Solved: Re: How do I use the Col Maximum Formula with a "where" condition - Page 2

apploarcher · Jan 22, 2017 10:54 PM

Hi, I have a problem where I want to formulate a new column as a benchmark to all other countries. If there are more rows for the country, I want to take the max value of it as the benchmark. See the example below for clarification.
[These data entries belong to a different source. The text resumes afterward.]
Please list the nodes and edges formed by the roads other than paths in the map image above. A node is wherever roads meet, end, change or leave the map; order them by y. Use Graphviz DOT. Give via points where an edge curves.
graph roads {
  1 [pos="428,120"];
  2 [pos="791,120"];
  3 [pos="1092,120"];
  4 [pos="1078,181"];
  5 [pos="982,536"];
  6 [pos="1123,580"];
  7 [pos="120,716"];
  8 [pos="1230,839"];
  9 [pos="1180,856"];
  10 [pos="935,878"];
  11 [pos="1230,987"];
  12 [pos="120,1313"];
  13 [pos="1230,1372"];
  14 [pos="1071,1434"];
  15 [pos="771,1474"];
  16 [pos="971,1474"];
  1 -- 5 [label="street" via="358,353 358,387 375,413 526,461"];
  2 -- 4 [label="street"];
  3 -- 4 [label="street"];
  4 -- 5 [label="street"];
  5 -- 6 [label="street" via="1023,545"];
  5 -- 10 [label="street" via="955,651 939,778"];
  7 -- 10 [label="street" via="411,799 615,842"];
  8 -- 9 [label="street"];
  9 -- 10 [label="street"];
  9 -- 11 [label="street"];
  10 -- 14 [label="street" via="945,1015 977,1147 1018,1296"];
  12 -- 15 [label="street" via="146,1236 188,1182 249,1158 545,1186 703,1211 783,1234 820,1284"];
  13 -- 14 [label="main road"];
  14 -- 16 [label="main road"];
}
Data kind of looks like this:
Country Value period

A 10 201301

A 30 201301

B 20 201301

C 50 201301

D 40 201301

What I want to achieve (with cell formula): Col Maximum (:value, :period, :country) where :country == "A"

Output:

Country Value period BenchMark

A 10 201301 30

A 30 201301 30

B 20 201301 30

C 50 201301 30

D 40 201301 30

As you can see, I want to benchmark the max value of only country A.

I tried Col Maximum (:value, :period, :country == "A") and it will return "50"

Col Maximum (:value, :period, :country) and Col Maximum (:value, :period, :country == "A") both returns "50"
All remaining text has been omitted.